We left our little meadow to continue our climb up the mountain. It was an exciting day for us, as we knew that 11 miles into our day we could officially be called “long riders” as we would hit our 1,000 mile mark! We are super excited about reaching this milestone!
The switchbacks up the mountain were through the largest aspen grove we have ever seen. It was spectacular! Now aspens are great for carving your name in, and this trail was like riding through a hall of fame of past hikers. I’d never done this before- but I decided to commit the crime of putting graffiti on a tree. I wrote with a knife “R + J coast to coast on horses 2010.” Maybe we’ll come back in a few years and see what it looks like!
The entire day today was on a mountain trail and it thrilled us to the core. What a perfect day to celebrate our 1,000 miles! We even had fun when we got stuck for 45 minutes by 3 trees that had fallen across a narrow and steep section of trail. We couldn’t get around them so we used our “pocket chainsaw” for the first time and cut our way through the trees and cleared the trail. (A side note to my family- yes- it really is worth carrying a chainsaw in your pocket! It worked great! ) The trail was a bit challenging to follow, as it apparently was not well used. Out in this remote area of trail, I saw a nearby brown patch through the trees that I thought was a deer- until it took off and I realized it was a bear! It was really quite a pretty brown bear with a cinnamon colored back. Unfortunately, it ran away so fast I didn’t get the camera out in time.
We came out to a humongous grassy meadow up on top of the mountain and met some four wheelers there who gave us pure gold in my opinion- chocolate! I considered it a 1,000 mile mark celebration! The descent down the mountain was quite fun- it was a lot of steep switchbacks with sweeping views of the valley below. It was the first time we have been on anything even close to the terrain where we had the horse accident back in California, and Richard handled it very well. So did Tiska for that matter- though I did hold her lead rope out stating “if she goes over- I’m not going with her!” But we didn’t have any problems other than finding places to let 4 wheelers by that we had been h0lding up. We also got our first view of some red rock cliffs that we rode under as we got close to the bottom.

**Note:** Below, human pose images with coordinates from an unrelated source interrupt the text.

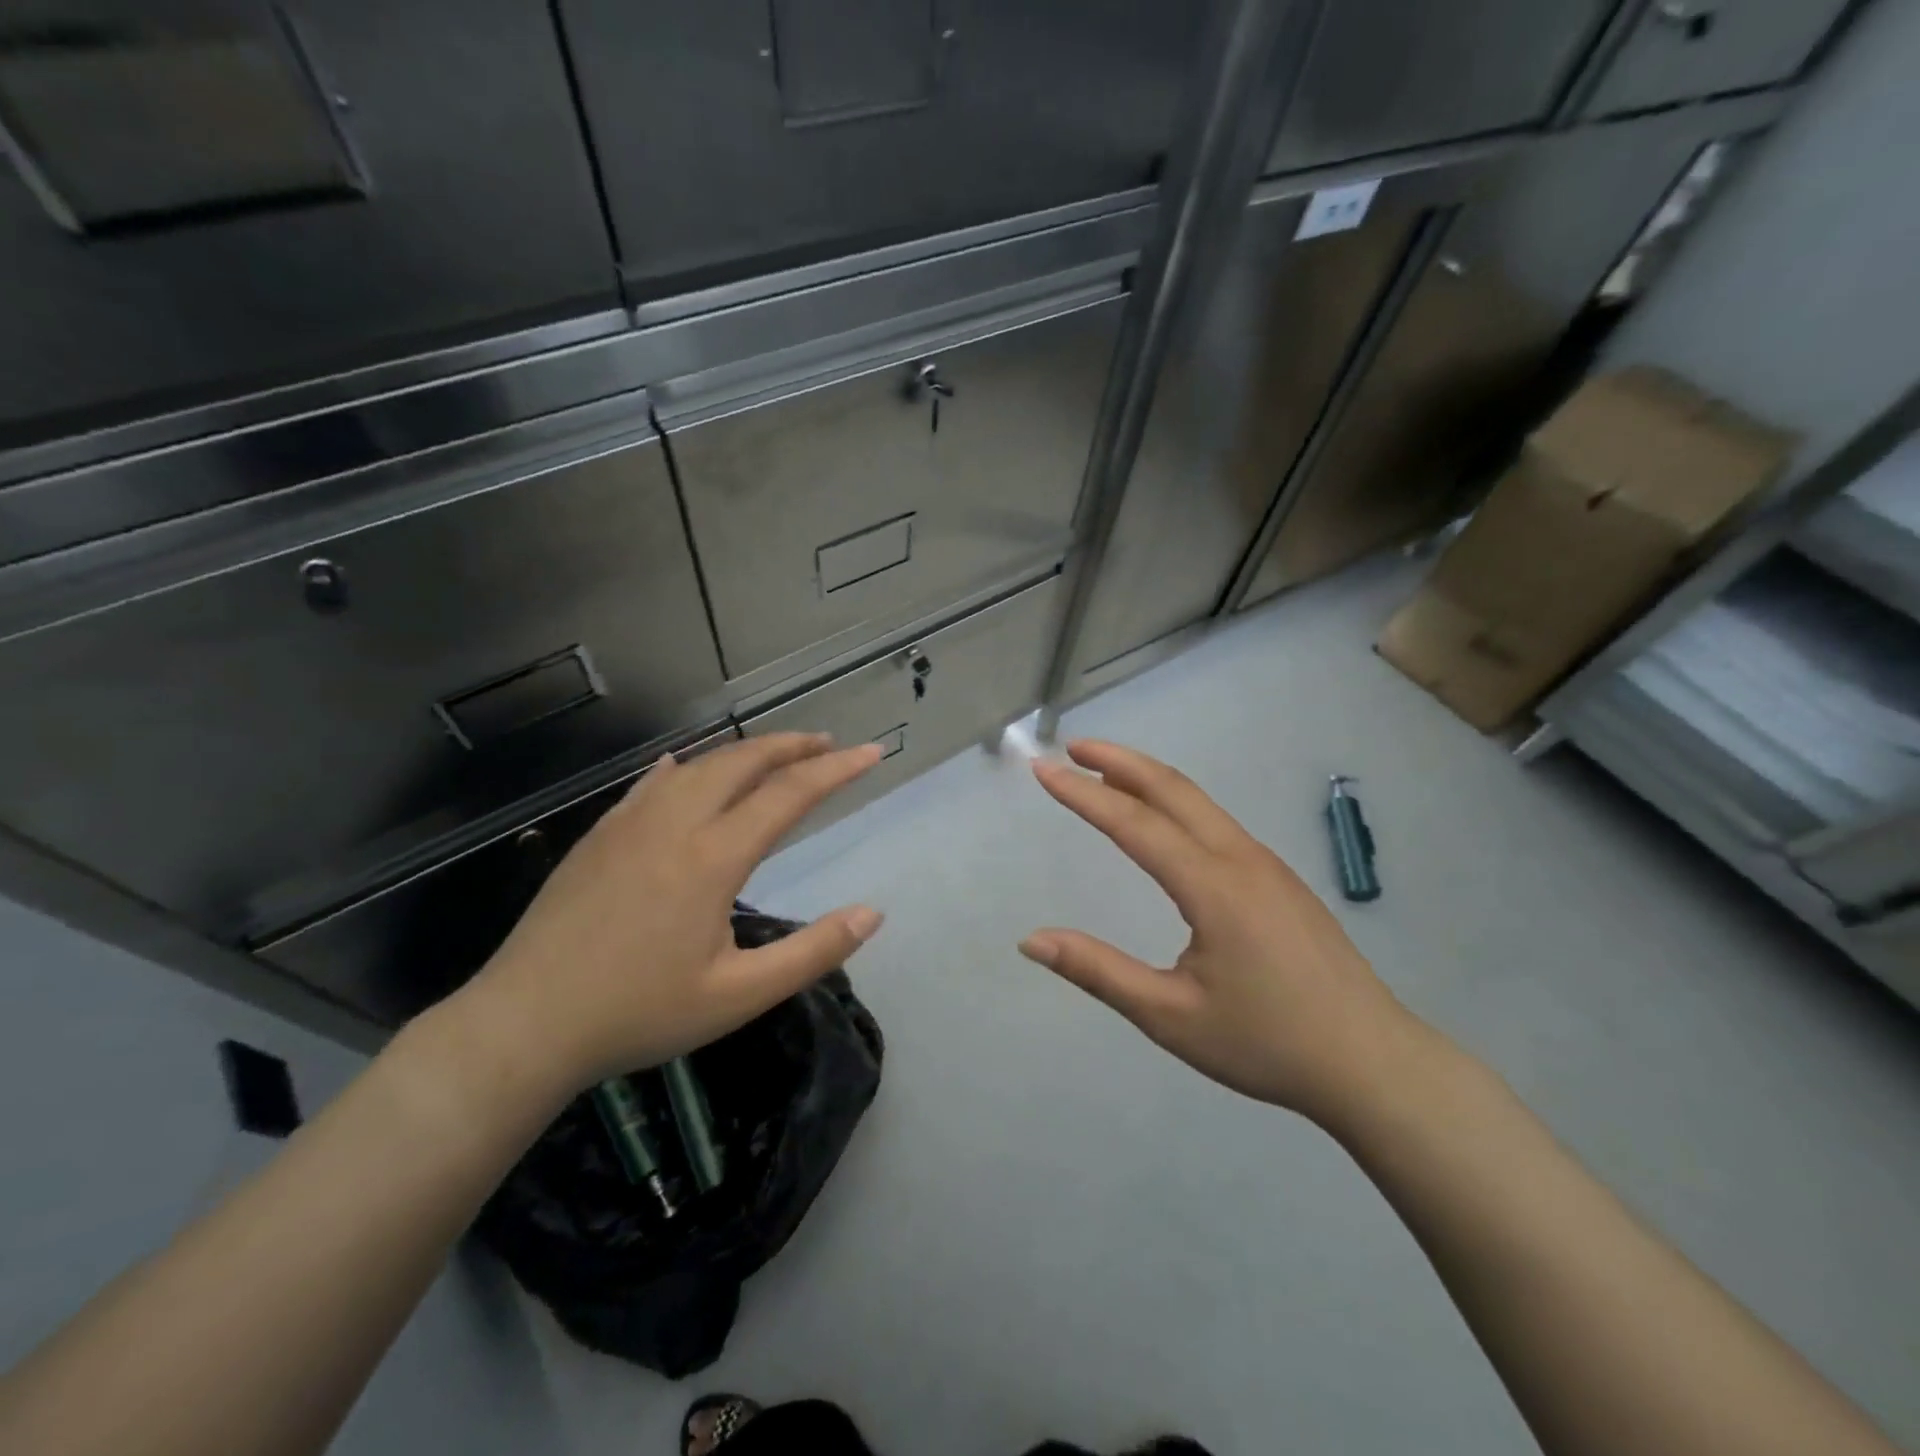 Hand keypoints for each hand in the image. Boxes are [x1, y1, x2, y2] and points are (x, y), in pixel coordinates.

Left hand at [457, 734, 885, 1092]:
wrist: (524, 1025)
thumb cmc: (639, 1014)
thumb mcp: (738, 996)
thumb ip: (812, 952)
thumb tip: (872, 914)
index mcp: (713, 857)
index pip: (789, 794)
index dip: (836, 769)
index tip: (872, 753)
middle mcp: (674, 823)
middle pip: (743, 762)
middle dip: (792, 746)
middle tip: (827, 743)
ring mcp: (630, 824)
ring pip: (698, 766)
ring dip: (743, 752)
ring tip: (773, 755)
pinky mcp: (599, 836)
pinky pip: (651, 783)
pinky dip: (684, 768)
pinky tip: (682, 768)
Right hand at [1020, 740, 1420, 1124]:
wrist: (1373, 1063)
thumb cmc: (1267, 1042)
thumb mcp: (1170, 1016)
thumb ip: (1098, 971)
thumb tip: (1031, 940)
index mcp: (1213, 886)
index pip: (1134, 824)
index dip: (1083, 794)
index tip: (1044, 769)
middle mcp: (1240, 859)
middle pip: (1172, 790)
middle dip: (1119, 762)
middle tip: (1073, 748)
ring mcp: (1266, 864)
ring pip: (1199, 803)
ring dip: (1148, 779)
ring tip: (1105, 773)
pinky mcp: (1279, 879)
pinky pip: (1217, 823)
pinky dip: (1176, 804)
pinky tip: (1162, 821) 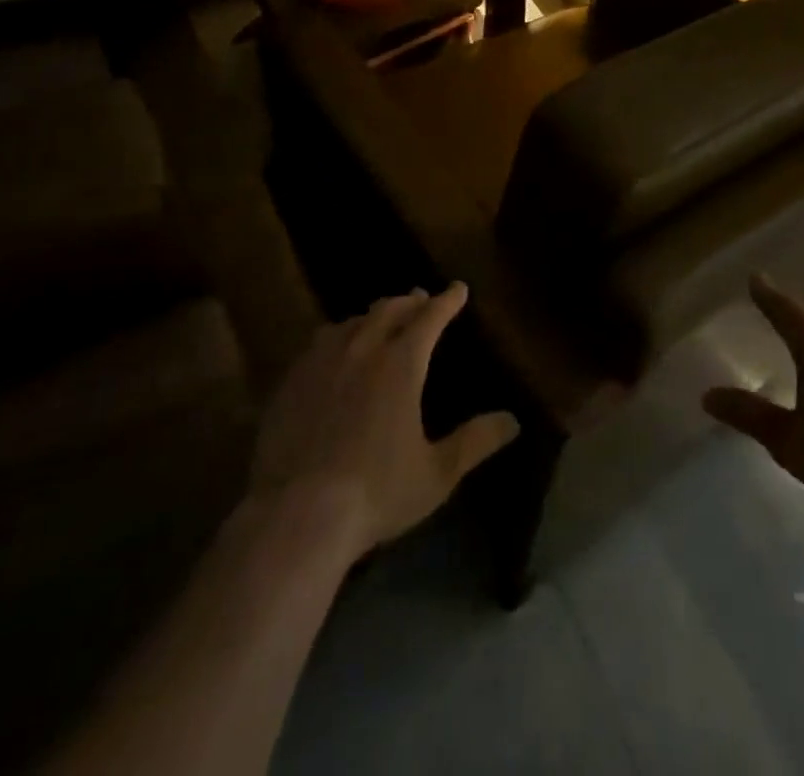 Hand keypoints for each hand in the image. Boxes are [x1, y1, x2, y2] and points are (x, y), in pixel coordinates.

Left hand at [247, 282, 519, 561]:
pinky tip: (334, 351)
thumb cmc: (376, 492)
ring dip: (372, 315)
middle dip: (410, 301)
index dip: (447, 301)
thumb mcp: (436, 473)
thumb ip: (474, 442)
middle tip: (421, 298)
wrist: (296, 514)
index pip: (430, 317)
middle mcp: (362, 350)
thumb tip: (512, 421)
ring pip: (352, 322)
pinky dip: (338, 336)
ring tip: (379, 319)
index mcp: (401, 364)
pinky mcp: (290, 381)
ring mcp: (321, 362)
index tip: (458, 289)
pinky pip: (318, 344)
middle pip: (389, 310) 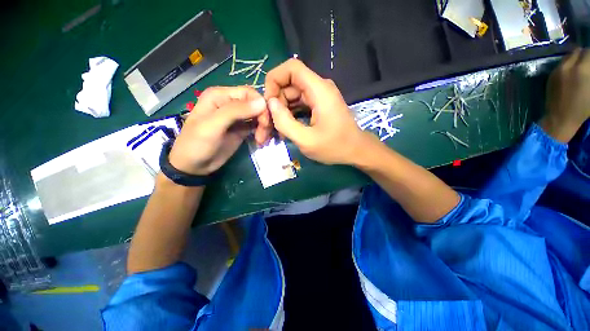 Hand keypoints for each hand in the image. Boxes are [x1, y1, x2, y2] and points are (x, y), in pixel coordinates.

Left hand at [168, 86, 266, 174]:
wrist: (194, 166)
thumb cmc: (197, 143)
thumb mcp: (213, 126)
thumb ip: (235, 111)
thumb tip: (262, 102)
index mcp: (221, 96)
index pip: (249, 93)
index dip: (261, 105)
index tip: (265, 122)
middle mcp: (230, 103)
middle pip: (256, 104)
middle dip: (264, 119)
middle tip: (263, 135)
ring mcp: (237, 117)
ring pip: (259, 116)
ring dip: (264, 127)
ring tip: (261, 141)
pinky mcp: (242, 129)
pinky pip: (257, 126)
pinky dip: (262, 132)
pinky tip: (261, 141)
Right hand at [264, 59, 371, 164]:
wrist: (356, 151)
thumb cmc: (335, 147)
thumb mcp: (306, 140)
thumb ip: (285, 122)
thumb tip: (270, 103)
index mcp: (319, 90)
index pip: (291, 67)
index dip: (274, 80)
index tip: (268, 103)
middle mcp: (319, 88)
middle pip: (289, 84)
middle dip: (275, 103)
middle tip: (268, 125)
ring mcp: (319, 97)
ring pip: (292, 96)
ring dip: (281, 112)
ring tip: (275, 132)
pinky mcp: (318, 106)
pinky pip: (298, 105)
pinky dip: (290, 116)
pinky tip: (286, 130)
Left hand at [541, 48, 589, 142]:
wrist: (560, 118)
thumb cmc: (583, 108)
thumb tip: (589, 67)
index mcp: (581, 69)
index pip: (588, 52)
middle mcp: (567, 66)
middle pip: (577, 51)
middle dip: (584, 55)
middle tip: (588, 62)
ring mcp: (557, 71)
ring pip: (568, 56)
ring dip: (575, 58)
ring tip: (581, 67)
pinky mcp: (550, 76)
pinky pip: (560, 65)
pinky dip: (568, 65)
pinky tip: (572, 74) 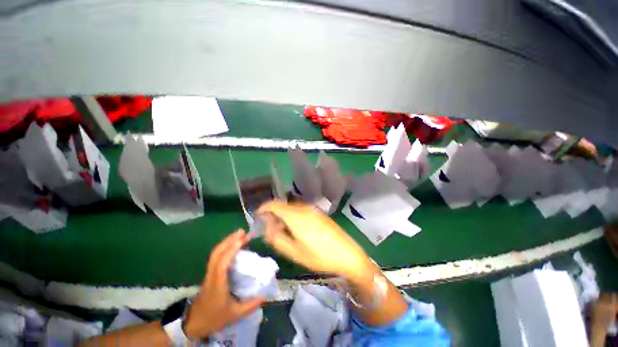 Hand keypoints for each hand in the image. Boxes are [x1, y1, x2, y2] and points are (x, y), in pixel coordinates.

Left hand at [183, 229, 264, 338]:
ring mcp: (209, 273)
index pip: (222, 264)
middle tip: (243, 232)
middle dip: (229, 240)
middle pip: (217, 253)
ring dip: (227, 241)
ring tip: (240, 234)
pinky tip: (233, 245)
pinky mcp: (210, 273)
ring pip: (215, 253)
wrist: (193, 324)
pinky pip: (216, 256)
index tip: (242, 241)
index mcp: (217, 284)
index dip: (231, 251)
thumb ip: (251, 305)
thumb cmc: (214, 317)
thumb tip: (266, 295)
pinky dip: (225, 247)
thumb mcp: (235, 315)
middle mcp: (212, 275)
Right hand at [258, 201, 375, 282]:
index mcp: (296, 215)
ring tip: (284, 232)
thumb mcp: (294, 252)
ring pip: (292, 208)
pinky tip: (296, 229)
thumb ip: (277, 237)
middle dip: (274, 215)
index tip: (258, 216)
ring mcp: (313, 209)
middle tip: (271, 230)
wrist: (347, 254)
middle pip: (283, 206)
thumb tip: (268, 226)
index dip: (264, 208)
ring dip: (284, 216)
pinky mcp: (319, 213)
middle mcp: (304, 208)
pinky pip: (301, 210)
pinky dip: (293, 216)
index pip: (275, 204)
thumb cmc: (319, 256)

When we got to Circleville, we had no idea where to stay and no contacts. Water was not plentiful, nor was feed for the horses, so we literally rode around town looking for people who had horses, chose a “friendly looking” house and knocked on their door to ask for ideas or suggestions. Rather than directing us to a good camping spot- the Newby’s invited us and our horses to stay. I’m telling you, this country is filled with kind people! They are not few and far between- they are your neighbors!